■ Source records ■
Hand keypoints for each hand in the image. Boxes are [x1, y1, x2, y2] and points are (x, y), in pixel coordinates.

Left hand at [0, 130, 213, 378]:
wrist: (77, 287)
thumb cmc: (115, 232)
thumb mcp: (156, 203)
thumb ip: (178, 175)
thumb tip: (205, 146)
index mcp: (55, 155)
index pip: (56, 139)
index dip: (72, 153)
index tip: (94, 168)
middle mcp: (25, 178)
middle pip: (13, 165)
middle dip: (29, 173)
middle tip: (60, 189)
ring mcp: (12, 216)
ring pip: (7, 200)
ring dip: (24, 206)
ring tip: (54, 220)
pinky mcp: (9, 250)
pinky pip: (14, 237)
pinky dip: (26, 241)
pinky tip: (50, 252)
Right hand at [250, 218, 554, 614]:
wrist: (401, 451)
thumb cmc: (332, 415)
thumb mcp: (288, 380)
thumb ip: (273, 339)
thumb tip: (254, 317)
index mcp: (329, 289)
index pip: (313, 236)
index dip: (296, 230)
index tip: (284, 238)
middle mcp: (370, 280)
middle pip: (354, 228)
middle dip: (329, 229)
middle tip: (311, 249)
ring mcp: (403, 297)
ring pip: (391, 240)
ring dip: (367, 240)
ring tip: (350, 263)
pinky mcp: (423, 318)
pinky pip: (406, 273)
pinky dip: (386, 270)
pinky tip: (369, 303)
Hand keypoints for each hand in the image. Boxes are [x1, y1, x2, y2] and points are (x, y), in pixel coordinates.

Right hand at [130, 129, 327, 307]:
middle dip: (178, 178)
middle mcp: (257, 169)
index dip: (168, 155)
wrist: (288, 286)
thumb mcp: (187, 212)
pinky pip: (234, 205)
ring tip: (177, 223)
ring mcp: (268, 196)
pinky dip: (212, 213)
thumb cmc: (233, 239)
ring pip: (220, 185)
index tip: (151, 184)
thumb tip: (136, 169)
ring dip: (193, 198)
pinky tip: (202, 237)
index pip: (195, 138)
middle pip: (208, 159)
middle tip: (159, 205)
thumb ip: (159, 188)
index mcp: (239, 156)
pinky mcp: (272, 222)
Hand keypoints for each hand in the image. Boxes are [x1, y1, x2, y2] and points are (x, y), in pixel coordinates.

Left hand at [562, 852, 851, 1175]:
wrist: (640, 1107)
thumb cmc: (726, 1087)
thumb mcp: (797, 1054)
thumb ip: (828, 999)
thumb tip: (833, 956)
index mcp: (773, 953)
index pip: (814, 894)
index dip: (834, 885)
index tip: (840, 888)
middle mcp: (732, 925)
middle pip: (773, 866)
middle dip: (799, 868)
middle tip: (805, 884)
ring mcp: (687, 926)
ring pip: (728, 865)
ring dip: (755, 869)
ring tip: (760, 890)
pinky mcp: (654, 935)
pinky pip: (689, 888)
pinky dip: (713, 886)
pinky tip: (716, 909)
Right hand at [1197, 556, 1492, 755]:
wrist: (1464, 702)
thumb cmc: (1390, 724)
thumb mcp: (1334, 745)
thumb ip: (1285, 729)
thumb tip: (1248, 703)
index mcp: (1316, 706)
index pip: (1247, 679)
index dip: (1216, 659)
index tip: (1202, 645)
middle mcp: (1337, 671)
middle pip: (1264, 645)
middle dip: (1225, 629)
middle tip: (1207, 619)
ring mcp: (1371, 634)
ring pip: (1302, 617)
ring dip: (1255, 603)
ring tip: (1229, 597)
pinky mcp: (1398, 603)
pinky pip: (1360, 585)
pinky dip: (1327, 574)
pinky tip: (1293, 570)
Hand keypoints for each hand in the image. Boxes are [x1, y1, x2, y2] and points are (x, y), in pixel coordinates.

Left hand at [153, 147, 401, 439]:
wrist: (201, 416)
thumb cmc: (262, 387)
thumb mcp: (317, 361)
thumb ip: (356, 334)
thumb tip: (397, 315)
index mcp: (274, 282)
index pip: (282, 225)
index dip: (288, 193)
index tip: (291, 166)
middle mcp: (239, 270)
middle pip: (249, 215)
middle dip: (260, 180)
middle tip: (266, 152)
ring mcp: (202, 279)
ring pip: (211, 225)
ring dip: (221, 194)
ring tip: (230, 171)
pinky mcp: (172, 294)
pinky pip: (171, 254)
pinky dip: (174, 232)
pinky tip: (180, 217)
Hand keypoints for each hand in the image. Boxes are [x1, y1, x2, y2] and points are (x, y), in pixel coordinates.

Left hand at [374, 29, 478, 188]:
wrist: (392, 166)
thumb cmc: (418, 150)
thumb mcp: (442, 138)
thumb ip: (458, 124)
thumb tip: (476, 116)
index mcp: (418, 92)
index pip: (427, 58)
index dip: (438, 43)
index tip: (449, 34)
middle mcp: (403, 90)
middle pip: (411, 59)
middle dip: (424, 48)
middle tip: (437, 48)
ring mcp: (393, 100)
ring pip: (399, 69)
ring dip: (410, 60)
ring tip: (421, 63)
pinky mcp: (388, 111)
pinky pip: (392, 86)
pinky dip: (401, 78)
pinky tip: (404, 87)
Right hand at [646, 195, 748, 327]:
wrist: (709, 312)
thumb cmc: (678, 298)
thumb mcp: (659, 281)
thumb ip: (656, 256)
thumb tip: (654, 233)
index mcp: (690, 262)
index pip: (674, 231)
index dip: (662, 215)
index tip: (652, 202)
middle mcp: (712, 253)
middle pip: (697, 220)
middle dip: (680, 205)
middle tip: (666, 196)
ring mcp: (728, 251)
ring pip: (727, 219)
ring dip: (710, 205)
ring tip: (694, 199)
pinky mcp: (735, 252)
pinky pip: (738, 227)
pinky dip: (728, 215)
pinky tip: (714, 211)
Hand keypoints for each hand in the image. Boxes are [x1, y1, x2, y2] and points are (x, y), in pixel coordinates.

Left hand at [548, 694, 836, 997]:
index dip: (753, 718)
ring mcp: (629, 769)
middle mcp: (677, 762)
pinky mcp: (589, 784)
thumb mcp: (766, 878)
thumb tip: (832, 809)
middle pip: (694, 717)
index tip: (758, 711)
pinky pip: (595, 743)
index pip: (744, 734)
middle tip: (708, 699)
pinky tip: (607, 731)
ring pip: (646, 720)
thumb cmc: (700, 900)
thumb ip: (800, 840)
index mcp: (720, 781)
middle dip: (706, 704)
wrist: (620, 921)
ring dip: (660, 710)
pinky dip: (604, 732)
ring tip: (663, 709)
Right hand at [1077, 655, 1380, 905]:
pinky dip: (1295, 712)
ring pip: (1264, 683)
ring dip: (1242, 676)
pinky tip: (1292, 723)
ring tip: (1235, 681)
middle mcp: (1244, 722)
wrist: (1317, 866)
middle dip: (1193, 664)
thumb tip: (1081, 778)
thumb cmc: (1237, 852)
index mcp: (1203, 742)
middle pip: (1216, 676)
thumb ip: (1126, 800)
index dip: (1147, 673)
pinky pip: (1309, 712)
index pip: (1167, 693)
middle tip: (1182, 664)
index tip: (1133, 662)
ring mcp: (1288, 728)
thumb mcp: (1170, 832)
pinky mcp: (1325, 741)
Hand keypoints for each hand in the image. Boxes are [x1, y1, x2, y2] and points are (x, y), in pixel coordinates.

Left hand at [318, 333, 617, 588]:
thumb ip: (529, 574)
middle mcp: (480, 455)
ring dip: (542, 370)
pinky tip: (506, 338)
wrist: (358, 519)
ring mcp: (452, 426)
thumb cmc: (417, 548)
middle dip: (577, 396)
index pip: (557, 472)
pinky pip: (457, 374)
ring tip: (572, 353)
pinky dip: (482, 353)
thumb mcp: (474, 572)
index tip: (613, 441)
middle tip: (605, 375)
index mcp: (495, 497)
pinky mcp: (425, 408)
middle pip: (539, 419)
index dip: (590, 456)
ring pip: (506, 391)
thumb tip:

■ EXERCISE REQUIREMENTS ■
Say how many lines in the data hold the string "Right". No other content should accompany the number.

■ OUTPUT OF THE EXERCISE ■
5